Brussels, Belgium - August 21-24 2013

Elasticluster: provisioning computing clusters in the cloud with Python

Nicolas Baer , Antonio Messina

Sat 24 2 p.m.–2:20 p.m. in Dupreel

Abstract

Computational science has a long history of exploiting batch-queueing compute clusters. Traditionally, this required buying and maintaining the compute cluster hardware, with the associated manpower and cost burden, often subtracted from research time and budget. The availability of powerful computing hardware in IaaS clouds is a game changer in this respect, in that it makes cloud computing attractive also for computational workloads that were up to now almost exclusively run on HPC clusters.

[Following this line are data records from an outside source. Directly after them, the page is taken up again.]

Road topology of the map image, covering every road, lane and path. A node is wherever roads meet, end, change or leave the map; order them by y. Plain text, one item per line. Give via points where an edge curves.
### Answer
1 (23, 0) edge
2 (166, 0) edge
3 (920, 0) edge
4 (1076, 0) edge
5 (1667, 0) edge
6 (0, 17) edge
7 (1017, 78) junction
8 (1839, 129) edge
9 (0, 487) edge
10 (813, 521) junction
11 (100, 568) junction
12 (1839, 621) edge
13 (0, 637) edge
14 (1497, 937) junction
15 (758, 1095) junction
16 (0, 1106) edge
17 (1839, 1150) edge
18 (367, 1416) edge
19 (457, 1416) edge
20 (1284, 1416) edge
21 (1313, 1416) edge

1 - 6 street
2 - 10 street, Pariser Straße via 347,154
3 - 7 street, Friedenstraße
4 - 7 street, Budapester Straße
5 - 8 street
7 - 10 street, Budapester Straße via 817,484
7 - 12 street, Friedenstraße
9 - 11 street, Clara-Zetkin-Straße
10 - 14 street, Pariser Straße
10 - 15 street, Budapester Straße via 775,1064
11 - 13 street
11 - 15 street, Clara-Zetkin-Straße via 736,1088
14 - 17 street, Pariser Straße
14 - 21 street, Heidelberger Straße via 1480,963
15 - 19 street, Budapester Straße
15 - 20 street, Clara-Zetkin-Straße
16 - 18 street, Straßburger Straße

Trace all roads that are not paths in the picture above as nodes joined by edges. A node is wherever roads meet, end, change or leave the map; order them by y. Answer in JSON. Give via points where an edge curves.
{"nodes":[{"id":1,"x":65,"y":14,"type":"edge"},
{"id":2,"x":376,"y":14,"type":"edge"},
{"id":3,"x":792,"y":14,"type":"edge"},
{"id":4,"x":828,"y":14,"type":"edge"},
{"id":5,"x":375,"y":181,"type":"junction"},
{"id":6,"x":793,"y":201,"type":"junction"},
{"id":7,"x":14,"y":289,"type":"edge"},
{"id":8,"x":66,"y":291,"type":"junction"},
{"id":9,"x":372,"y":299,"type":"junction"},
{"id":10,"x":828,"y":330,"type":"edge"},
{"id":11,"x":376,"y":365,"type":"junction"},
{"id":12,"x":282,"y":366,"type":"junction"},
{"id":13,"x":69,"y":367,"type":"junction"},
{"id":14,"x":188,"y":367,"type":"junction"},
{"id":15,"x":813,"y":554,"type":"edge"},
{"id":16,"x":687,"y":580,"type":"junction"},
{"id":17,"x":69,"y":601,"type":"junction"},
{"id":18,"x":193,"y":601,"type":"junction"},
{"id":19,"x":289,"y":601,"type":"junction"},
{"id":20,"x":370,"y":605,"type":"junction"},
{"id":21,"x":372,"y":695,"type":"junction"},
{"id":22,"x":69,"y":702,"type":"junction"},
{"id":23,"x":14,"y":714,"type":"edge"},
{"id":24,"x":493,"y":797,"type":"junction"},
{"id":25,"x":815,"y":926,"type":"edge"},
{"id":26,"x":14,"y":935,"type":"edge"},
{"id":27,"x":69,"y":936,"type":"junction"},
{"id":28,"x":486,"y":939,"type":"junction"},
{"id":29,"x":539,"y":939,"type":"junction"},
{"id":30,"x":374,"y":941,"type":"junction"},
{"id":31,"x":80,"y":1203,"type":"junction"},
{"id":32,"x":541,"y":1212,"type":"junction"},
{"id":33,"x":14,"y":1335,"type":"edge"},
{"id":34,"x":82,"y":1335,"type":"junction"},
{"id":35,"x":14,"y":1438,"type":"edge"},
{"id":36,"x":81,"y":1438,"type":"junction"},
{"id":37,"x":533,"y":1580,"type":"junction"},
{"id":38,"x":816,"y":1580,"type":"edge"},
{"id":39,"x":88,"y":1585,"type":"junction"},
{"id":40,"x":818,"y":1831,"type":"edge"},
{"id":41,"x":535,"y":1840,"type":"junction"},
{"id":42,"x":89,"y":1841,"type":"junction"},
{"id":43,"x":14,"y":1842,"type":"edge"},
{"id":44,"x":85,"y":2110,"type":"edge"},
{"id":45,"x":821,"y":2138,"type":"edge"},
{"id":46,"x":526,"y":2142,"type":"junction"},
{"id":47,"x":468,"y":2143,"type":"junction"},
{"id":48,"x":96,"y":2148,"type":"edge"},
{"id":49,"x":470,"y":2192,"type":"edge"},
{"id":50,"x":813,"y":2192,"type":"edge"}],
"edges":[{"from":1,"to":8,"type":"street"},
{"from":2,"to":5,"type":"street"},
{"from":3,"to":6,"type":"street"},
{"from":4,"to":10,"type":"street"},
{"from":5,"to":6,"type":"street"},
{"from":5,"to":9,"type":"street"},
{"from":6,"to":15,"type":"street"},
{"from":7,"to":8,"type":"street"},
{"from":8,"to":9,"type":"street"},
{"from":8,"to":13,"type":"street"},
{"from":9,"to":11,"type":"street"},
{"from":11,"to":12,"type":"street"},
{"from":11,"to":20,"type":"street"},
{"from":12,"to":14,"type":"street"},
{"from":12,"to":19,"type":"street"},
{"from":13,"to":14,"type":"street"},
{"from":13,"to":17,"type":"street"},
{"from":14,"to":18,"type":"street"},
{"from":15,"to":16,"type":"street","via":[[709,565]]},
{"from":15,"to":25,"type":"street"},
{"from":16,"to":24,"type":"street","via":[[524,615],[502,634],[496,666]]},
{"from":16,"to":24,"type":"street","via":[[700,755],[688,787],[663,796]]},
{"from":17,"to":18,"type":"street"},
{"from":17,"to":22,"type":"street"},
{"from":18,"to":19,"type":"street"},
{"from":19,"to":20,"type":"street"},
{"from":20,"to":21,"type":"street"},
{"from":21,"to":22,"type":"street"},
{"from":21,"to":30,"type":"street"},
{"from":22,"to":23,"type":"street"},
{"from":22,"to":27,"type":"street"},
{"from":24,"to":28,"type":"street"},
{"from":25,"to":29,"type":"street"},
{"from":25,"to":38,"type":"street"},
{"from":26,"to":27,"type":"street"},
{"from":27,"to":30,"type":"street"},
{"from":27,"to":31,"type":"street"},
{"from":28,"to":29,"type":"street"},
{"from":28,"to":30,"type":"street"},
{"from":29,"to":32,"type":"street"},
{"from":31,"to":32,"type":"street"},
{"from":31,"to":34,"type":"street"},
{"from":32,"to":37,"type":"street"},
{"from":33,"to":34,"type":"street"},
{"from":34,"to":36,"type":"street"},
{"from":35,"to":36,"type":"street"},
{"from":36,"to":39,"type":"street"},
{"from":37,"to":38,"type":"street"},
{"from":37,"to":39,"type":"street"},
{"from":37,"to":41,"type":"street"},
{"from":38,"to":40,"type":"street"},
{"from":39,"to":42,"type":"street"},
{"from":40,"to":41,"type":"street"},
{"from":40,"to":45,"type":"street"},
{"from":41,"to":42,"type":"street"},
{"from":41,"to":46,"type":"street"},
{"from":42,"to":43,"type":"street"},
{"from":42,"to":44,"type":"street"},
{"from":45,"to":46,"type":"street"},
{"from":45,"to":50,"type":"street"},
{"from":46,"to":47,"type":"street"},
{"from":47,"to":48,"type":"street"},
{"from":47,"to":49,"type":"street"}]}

We present Elasticluster: a Python command line tool to create, manage and setup compute clusters hosted on cloud infrastructures. Elasticluster can provision clusters on Amazon's Elastic Compute Cloud EC2 (and compatible ones), Google Compute Engine, or private clouds based on OpenStack.

What sets Elasticluster apart from similar attempts (e.g., STARcluster, Rocks’ Virtual Cluster) is the fact that the entire cluster configuration, including what software to install and how to set it up, is stored in text files on the client side. This allows a few very desirable features:

  • The same cluster set up can be executed on different cloud infrastructures.
  • There is no dependency on pre-configured VM images: a cluster can be installed on top of a basic Linux installation.
  • Different types of compute clusters can be installed: traditional batch-queueing systems (e.g., SLURM, Grid Engine, TORQUE+MAUI), Map/Reduce systems (Hadoop), etc.

More generally, Elasticluster allows “mix and match” of cluster components, by leveraging the Ansible roll-out and configuration engine (Ansible is written in Python and uses YAML as a configuration/scripting language). New cluster configurations can be added by providing new Ansible playbooks.

We would like to show how Elasticluster is used at the Grid Computing Competence Center to enable self-service provisioning of compute infrastructures by research groups, and how it is used by systems administrators to set up test environments for new versions of the computational and systems software.

In the proposed talk will present how Elasticluster could be used to enable an existing HPC workload on a cloud infrastructure; will also present the software architecture of Elasticluster and how it can be used from other Python programs to automate infrastructure provisioning.